* [Exercise directions]
Please print exactly the line containing "Road topology of" and every line after it to the end of the records below, and nothing more.

* [Data extract]
==========

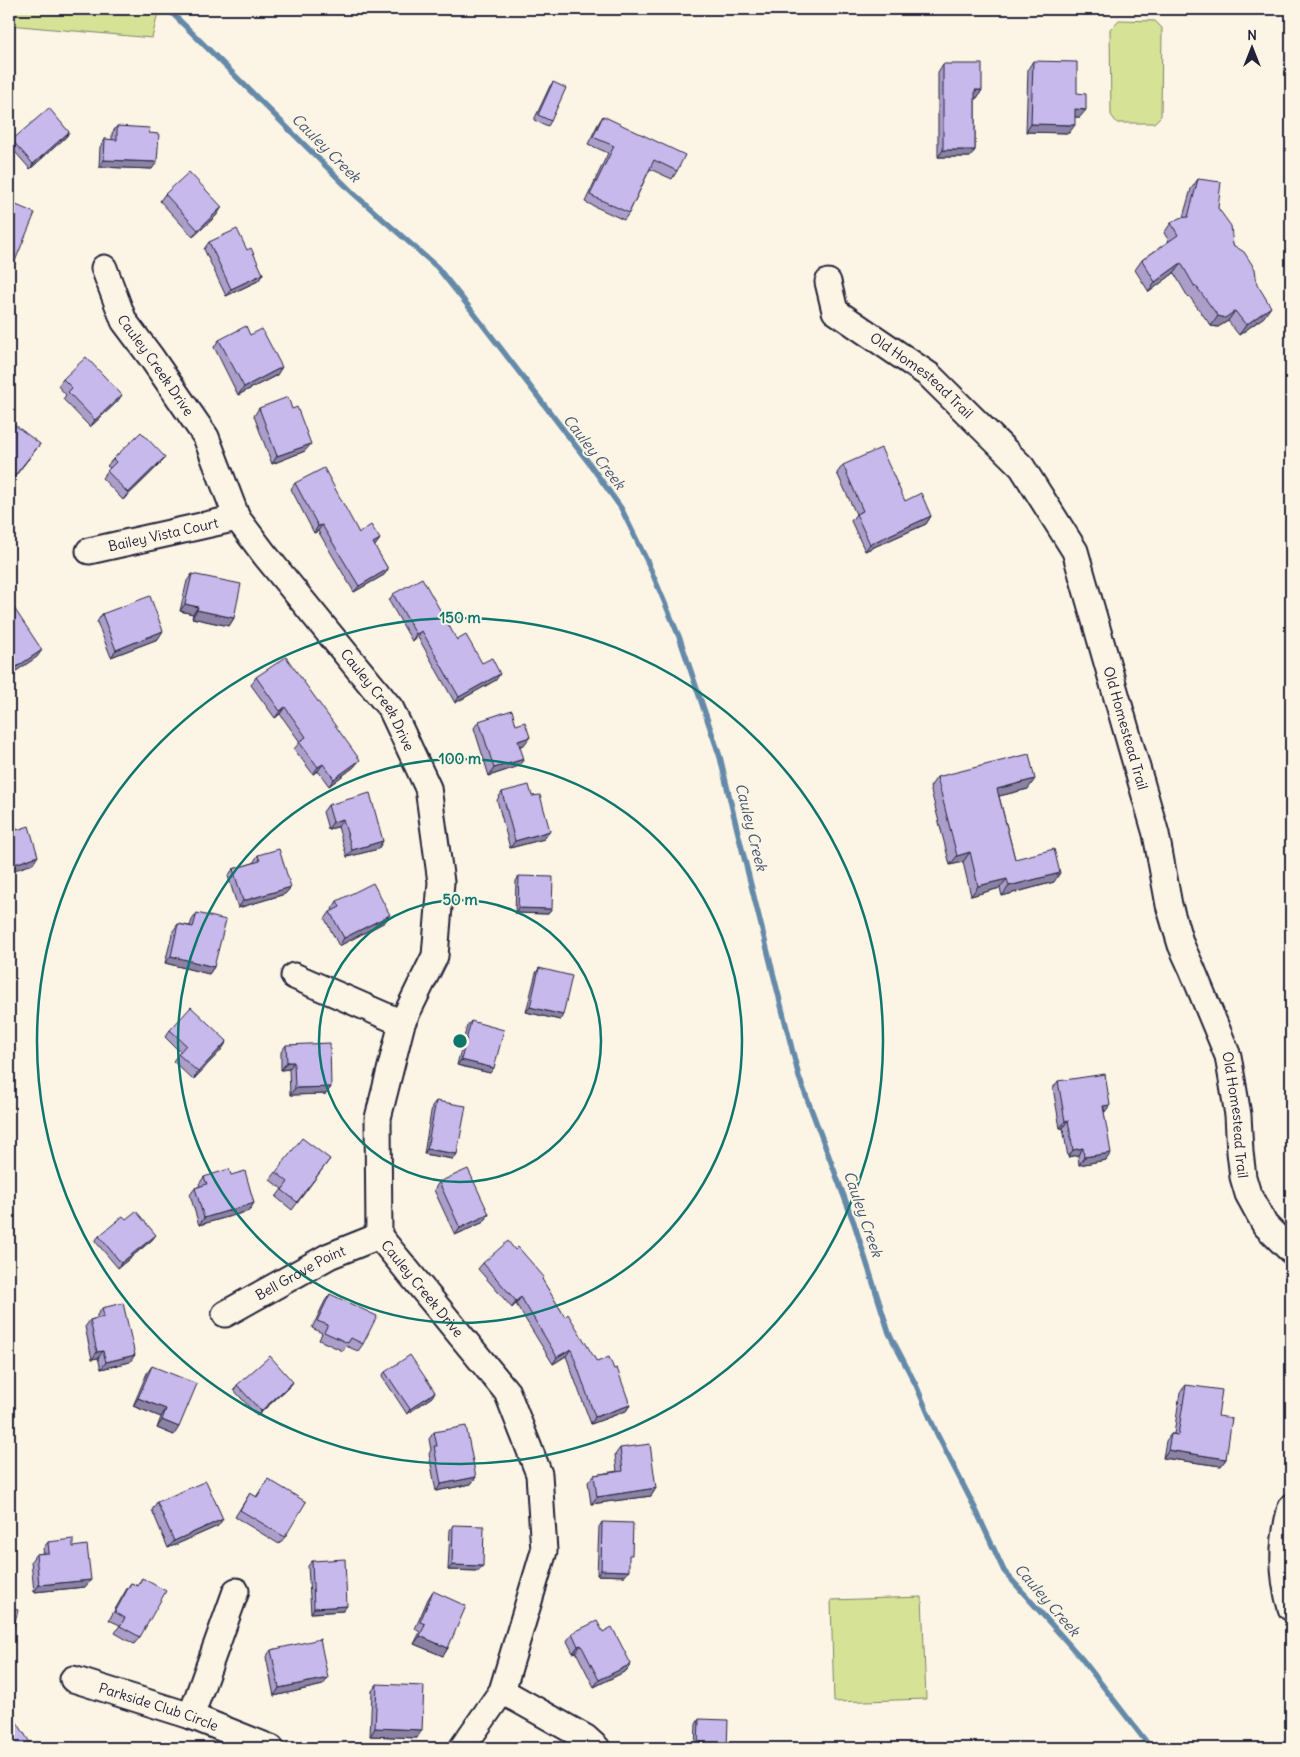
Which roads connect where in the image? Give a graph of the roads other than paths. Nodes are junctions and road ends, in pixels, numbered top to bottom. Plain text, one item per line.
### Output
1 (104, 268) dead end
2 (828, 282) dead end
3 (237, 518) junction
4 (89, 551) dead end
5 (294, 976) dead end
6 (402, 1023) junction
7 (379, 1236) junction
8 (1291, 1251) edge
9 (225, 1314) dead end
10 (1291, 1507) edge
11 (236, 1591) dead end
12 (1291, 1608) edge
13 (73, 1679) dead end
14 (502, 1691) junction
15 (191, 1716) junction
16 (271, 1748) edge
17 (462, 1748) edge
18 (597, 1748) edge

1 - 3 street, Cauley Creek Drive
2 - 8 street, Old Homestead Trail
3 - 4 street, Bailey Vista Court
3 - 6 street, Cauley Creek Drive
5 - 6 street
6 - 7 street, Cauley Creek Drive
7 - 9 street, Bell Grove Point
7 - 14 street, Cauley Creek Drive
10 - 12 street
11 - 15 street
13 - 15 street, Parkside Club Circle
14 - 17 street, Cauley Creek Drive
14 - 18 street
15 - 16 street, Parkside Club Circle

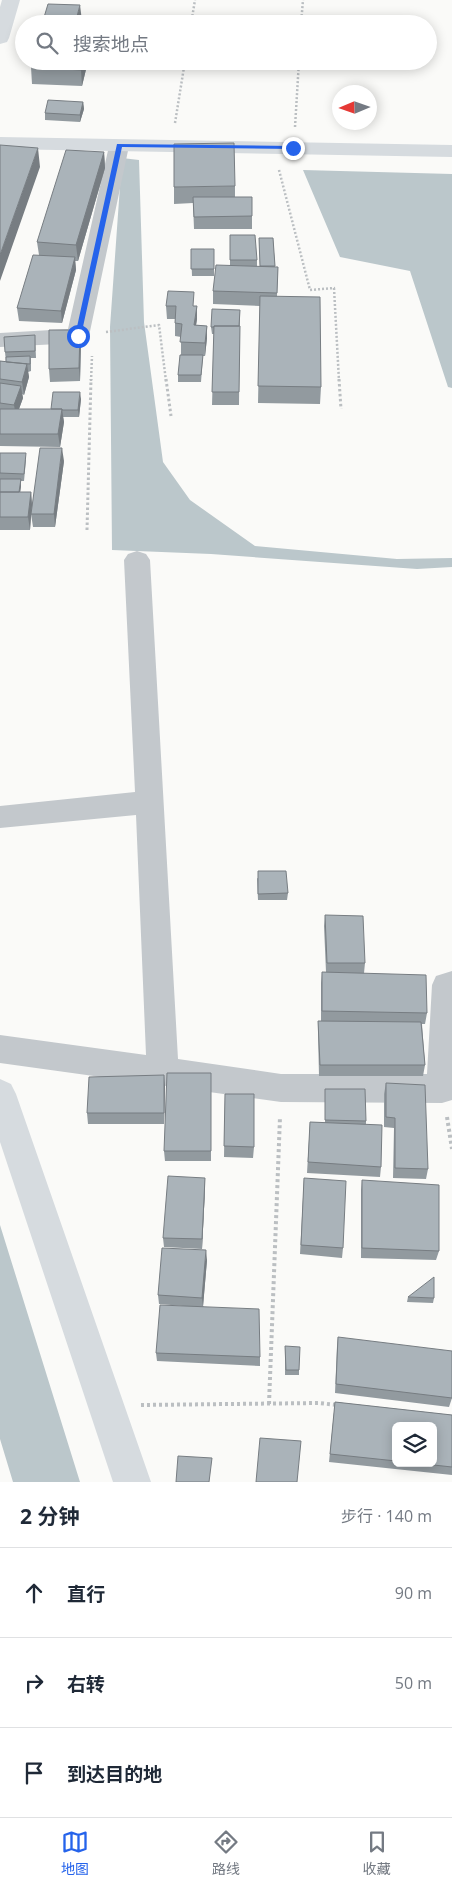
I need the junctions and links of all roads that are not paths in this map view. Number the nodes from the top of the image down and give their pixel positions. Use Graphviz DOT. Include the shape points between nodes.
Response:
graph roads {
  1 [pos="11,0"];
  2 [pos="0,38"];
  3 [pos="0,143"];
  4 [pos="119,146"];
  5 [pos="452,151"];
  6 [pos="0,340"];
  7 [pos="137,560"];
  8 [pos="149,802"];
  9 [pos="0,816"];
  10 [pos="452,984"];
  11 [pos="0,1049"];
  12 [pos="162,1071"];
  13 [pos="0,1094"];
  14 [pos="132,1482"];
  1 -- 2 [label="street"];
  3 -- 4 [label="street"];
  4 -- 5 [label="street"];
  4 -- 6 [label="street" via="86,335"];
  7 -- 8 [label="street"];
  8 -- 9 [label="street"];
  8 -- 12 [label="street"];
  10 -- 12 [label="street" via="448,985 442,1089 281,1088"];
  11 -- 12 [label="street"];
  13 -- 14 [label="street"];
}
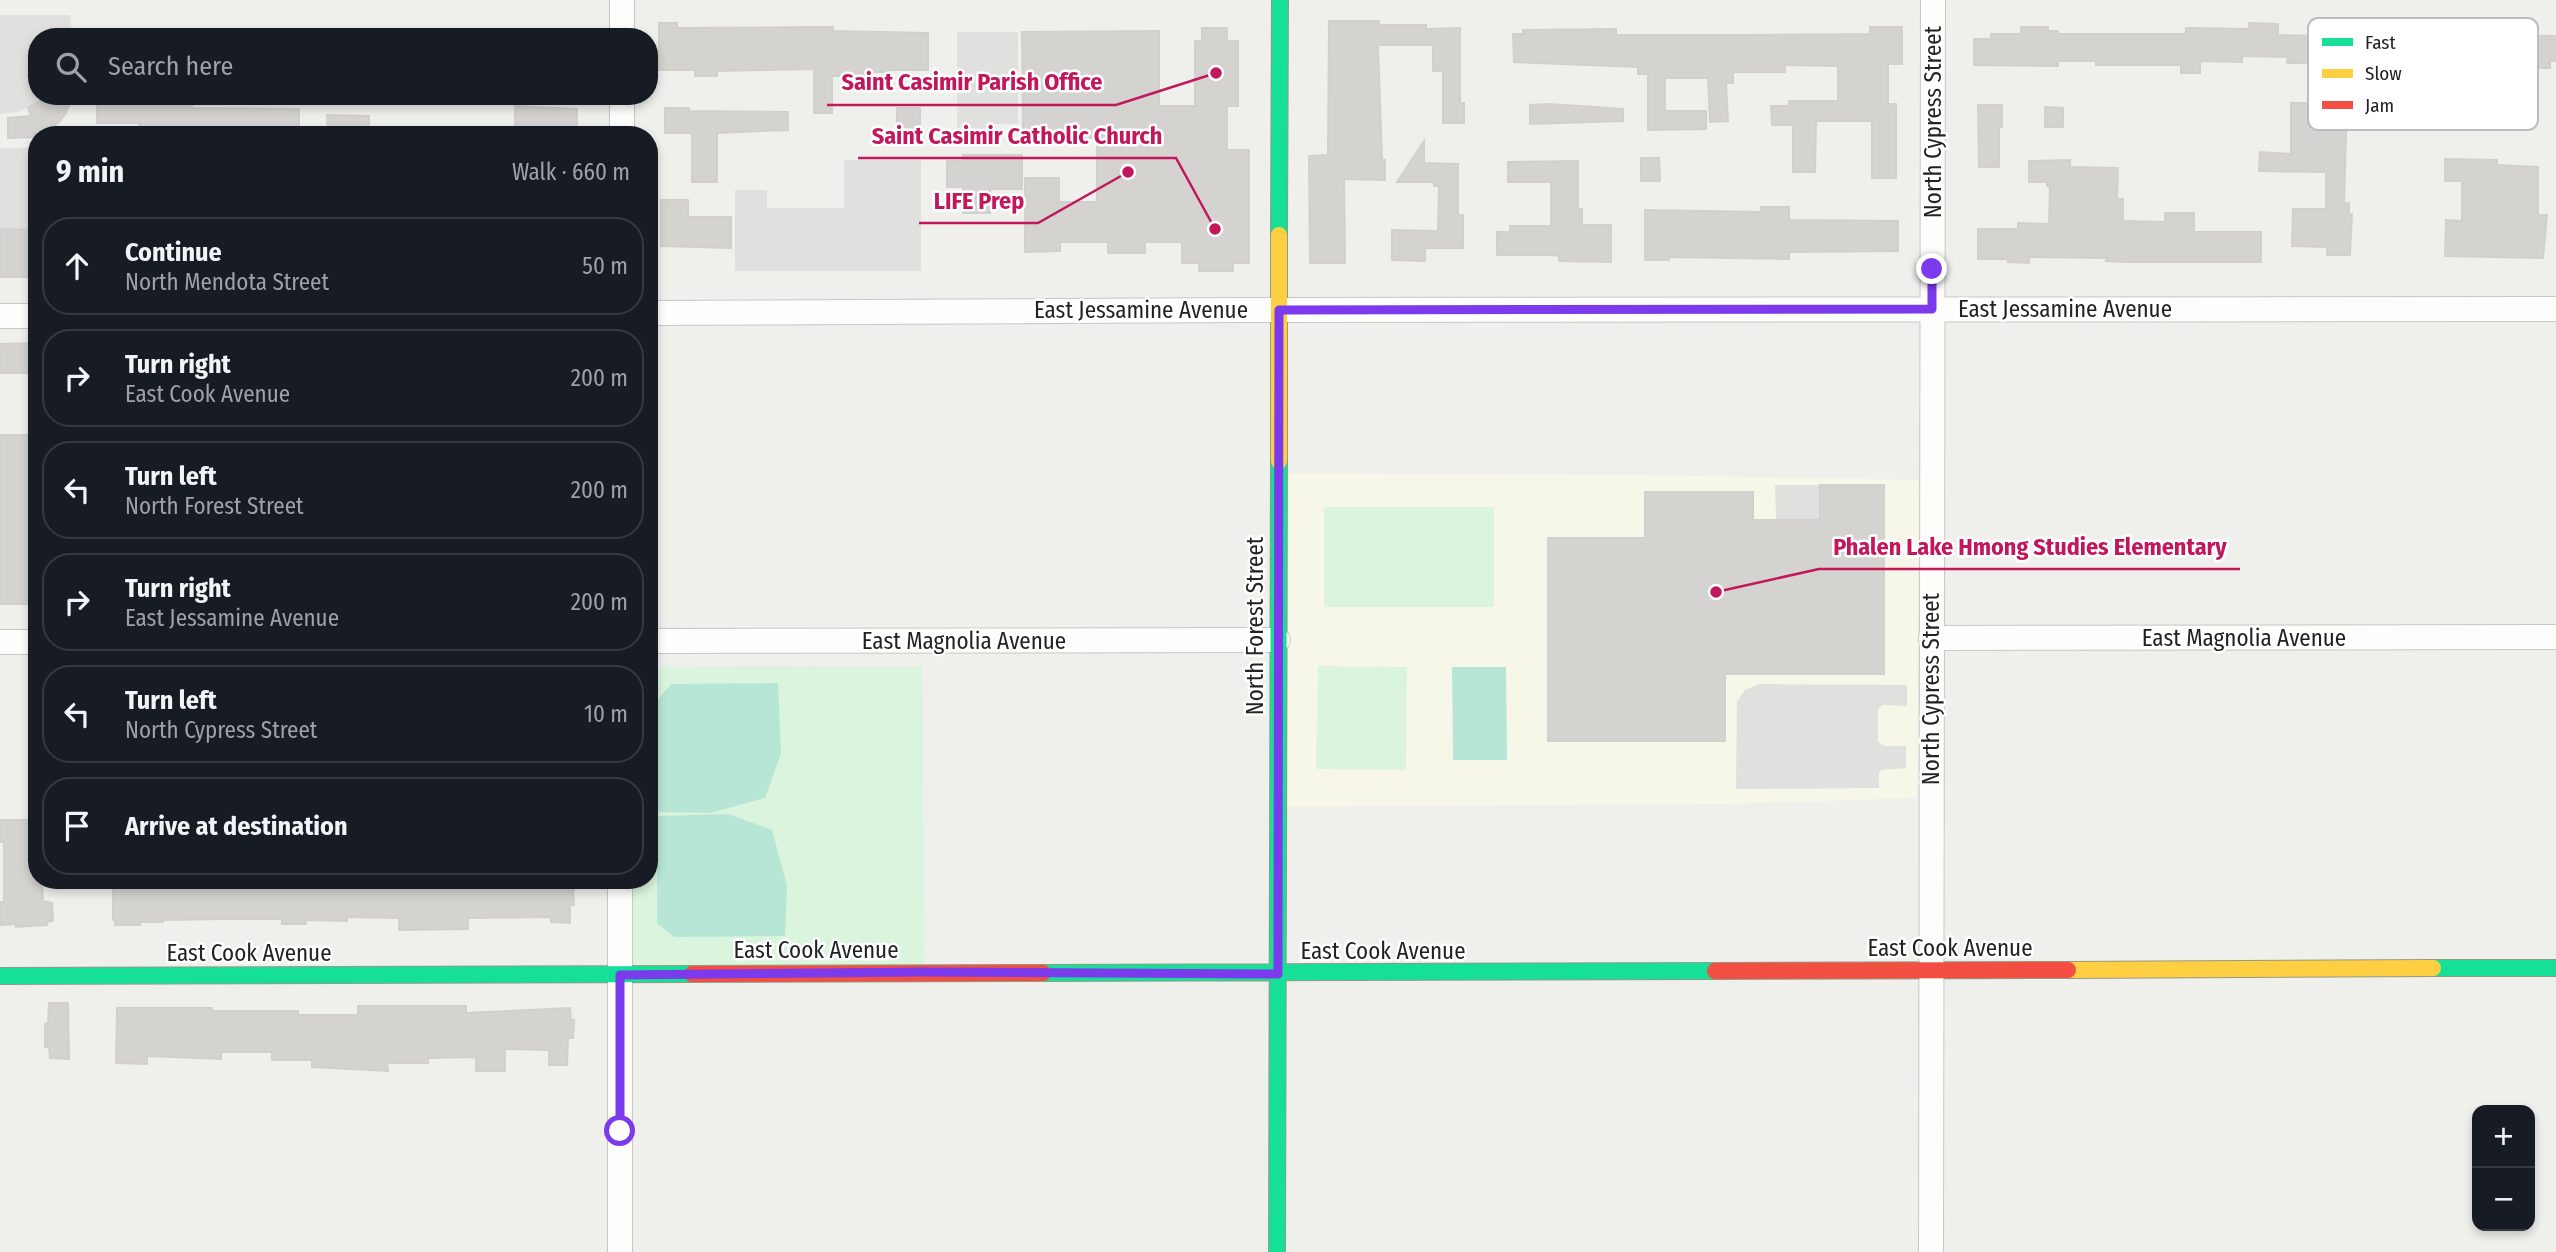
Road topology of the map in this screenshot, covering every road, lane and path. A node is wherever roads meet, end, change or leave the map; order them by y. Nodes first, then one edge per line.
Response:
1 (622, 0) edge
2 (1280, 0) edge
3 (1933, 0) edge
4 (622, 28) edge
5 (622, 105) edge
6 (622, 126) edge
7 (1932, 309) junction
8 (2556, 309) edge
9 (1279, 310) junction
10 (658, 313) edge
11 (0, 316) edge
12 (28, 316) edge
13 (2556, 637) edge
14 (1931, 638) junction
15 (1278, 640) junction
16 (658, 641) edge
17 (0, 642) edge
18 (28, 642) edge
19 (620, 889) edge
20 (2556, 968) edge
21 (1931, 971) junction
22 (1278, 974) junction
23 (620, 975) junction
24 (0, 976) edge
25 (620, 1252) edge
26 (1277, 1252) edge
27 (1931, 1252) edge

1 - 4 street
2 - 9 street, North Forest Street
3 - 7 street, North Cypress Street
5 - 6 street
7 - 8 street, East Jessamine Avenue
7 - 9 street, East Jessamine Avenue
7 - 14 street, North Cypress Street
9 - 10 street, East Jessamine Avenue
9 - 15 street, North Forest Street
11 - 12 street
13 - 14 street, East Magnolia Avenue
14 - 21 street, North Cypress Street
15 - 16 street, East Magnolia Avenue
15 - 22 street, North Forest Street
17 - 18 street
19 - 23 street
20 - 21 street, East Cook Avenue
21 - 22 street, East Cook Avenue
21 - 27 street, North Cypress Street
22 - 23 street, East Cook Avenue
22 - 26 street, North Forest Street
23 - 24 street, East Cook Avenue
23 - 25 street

==========

* [Exercise solution]
Road topology of the map in this screenshot, covering every road, lane and path. A node is wherever roads meet, end, change or leave the map; order them by y. Nodes first, then one edge per line.
Response:
1 (622, 0) edge
2 (1280, 0) edge
3 (1933, 0) edge
4 (622, 28) edge
5 (622, 105) edge
6 (622, 126) edge
7 (1932, 309) junction
8 (2556, 309) edge
9 (1279, 310) junction
10 (658, 313) edge
11 (0, 316) edge
12 (28, 316) edge
13 (2556, 637) edge
14 (1931, 638) junction
15 (1278, 640) junction
16 (658, 641) edge
17 (0, 642) edge
18 (28, 642) edge
19 (620, 889) edge
20 (2556, 968) edge
21 (1931, 971) junction
22 (1278, 974) junction
23 (620, 975) junction
24 (0, 976) edge
25 (620, 1252) edge
26 (1277, 1252) edge
27 (1931, 1252) edge

1 - 4 street
2 - 9 street, North Forest Street
3 - 7 street, North Cypress Street
5 - 6 street
7 - 8 street, East Jessamine Avenue
7 - 9 street, East Jessamine Avenue
7 - 14 street, North Cypress Street
9 - 10 street, East Jessamine Avenue
9 - 15 street, North Forest Street
11 - 12 street
13 - 14 street, East Magnolia Avenue
14 - 21 street, North Cypress Street
15 - 16 street, East Magnolia Avenue
15 - 22 street, North Forest Street
17 - 18 street
19 - 23 street
20 - 21 street, East Cook Avenue
21 - 22 street, East Cook Avenue
21 - 27 street, North Cypress Street
22 - 23 street, East Cook Avenue
22 - 26 street, North Forest Street
23 - 24 street, East Cook Avenue
23 - 25 street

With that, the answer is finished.